Besides working for its primary clients, Rob Weisbach Creative Management will also offer services for artists who are otherwise represented, from editorial consultation and media training to marketing and publication plans. The company will also include satellite co-agents--a "virtual team of experts"--who will represent their own clients as well as provide their professional expertise in dramatic and foreign rights, publicity, editorial and online marketing.
Weisbach's first project has been the survival memoir Crazy for the Storm by Norman Ollestad, which will be published here in June by Ecco and has been sold around the world.
Rob Weisbach Creative Management may be reached at 212-414-0743 or info@robweisbach.com.
---
Effective today, Jonathan Merkh has been named v-p and publisher of the Howard Books imprint at Simon & Schuster. He formerly worked at the William Morris Agency and earlier worked at Guideposts and Thomas Nelson, where he was senior v-p and publisher of the Nelson Books division.

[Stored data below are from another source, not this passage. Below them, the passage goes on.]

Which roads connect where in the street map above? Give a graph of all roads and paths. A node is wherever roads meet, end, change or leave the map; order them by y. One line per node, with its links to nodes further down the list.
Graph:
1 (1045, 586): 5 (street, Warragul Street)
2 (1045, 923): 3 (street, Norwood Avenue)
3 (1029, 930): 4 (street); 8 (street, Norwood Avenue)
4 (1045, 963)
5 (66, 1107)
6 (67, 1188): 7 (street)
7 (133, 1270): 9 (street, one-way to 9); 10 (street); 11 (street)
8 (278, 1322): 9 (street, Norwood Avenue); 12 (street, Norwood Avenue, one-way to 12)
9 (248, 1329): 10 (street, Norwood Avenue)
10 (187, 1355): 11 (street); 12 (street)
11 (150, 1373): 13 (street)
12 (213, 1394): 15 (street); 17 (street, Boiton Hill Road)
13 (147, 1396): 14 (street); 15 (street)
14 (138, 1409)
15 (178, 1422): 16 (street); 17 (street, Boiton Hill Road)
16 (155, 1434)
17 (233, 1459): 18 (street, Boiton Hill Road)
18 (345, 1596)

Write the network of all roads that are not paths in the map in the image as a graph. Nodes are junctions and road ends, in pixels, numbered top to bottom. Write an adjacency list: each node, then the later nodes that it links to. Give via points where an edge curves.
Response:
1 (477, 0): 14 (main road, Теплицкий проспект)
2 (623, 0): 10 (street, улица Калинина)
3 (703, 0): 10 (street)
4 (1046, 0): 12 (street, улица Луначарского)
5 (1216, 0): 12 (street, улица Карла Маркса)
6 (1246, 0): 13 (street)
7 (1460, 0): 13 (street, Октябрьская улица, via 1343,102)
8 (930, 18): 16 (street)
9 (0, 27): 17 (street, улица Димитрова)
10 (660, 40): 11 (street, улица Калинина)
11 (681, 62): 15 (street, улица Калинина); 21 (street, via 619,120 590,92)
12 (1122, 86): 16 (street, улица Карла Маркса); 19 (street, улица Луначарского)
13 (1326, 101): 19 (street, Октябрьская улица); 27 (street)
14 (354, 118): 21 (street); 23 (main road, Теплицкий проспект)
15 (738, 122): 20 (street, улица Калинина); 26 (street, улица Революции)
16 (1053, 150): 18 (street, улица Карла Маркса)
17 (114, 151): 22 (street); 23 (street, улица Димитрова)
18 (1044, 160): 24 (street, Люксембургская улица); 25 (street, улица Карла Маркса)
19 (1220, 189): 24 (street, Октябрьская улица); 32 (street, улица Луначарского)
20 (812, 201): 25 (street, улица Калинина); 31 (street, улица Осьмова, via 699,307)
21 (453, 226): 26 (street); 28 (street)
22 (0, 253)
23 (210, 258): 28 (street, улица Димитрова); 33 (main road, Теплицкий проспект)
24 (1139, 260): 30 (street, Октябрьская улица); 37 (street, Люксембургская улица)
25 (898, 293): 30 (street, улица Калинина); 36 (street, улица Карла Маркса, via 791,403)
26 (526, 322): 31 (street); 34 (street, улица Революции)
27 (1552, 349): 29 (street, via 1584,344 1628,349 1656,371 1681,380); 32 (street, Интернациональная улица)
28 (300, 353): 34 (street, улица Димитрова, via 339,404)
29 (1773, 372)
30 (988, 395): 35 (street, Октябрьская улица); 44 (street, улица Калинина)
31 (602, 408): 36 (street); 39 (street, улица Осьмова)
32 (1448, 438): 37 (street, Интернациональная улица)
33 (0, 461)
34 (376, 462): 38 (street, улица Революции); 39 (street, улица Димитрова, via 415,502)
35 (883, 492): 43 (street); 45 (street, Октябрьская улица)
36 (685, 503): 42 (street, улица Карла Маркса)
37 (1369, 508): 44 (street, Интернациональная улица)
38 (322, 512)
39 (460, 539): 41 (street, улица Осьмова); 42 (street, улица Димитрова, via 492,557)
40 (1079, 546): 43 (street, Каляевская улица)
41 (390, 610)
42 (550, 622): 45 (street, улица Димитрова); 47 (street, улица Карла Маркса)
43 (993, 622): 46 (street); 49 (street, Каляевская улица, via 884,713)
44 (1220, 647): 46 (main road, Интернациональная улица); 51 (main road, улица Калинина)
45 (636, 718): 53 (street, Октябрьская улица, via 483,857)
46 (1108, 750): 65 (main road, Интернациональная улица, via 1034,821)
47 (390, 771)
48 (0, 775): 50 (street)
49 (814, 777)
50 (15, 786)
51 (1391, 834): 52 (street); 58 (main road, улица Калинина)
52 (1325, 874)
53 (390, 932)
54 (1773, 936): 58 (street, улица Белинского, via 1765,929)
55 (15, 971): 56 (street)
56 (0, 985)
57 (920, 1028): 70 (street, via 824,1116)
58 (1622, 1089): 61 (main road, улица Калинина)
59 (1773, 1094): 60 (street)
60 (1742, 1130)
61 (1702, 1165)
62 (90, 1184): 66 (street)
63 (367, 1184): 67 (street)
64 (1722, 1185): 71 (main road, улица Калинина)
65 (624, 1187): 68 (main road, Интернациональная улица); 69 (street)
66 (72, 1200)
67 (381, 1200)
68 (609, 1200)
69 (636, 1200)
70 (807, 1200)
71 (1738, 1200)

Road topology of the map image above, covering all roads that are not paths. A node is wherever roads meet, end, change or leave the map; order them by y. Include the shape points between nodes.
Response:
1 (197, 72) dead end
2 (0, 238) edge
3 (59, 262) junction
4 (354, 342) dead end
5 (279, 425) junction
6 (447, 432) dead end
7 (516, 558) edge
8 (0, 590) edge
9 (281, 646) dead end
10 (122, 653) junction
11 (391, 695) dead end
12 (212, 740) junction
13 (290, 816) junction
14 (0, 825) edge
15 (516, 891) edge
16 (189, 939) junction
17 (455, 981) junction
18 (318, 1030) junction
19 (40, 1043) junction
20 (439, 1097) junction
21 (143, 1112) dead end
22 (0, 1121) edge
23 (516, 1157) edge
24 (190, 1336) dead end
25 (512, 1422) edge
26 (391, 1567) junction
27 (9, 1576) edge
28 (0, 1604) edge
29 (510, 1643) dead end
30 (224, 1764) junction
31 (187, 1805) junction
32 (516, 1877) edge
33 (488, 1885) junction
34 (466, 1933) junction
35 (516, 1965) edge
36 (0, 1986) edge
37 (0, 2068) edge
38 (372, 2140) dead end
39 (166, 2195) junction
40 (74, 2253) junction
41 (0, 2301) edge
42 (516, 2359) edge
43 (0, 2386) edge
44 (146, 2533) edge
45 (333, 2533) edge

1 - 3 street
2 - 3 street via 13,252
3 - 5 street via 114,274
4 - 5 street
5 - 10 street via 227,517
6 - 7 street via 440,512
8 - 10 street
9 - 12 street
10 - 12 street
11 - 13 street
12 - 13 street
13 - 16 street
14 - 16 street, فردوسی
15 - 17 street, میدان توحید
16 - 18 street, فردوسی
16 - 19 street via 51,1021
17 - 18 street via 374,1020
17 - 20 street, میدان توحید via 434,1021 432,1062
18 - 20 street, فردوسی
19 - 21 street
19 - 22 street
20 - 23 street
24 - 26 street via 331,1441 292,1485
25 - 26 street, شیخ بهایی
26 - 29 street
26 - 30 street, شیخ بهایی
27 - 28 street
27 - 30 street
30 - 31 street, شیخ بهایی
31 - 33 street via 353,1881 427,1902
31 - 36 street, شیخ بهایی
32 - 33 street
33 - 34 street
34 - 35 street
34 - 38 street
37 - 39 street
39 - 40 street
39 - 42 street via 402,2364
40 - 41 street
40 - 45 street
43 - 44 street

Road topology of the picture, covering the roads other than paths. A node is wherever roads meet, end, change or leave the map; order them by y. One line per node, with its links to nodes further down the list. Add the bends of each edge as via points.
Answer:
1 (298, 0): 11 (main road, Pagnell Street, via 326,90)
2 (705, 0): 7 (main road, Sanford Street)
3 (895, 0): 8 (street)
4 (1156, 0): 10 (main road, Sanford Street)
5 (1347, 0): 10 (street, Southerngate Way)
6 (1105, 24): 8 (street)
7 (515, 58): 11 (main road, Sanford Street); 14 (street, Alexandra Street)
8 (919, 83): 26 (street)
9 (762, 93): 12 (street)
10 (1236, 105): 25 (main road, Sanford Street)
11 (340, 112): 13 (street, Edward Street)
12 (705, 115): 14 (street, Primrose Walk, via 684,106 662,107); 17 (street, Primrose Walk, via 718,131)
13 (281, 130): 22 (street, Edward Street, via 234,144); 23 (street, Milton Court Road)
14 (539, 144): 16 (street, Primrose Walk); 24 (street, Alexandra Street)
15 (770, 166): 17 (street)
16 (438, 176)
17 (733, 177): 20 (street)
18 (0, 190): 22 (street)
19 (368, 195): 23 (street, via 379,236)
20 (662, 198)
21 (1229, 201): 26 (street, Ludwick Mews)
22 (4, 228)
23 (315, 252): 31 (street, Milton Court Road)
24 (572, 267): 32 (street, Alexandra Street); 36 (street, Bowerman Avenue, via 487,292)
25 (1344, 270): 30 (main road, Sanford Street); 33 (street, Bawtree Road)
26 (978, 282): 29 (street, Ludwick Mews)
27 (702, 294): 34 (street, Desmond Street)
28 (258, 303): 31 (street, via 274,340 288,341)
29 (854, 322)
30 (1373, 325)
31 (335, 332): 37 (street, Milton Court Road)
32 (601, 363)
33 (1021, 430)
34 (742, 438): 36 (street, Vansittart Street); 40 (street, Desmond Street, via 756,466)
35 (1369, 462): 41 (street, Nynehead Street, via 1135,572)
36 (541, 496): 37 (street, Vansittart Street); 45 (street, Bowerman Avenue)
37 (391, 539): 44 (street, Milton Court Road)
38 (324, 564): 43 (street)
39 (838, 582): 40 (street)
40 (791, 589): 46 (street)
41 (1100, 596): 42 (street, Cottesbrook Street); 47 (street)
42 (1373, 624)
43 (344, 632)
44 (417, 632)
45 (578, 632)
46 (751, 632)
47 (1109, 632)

In a statement, Mark Gompertz, executive v-p of the Touchstone Fireside division, said that Merkh is "well-known and highly regarded in both the CBA community and the wider world of publishing, with a substantive track record for publishing books that serve the Christian marketplace and have broad mainstream appeal. He is the right person to help us grow this area of our publishing, expanding upon the solid foundation built by John Howard and the rest of Howard Books staff."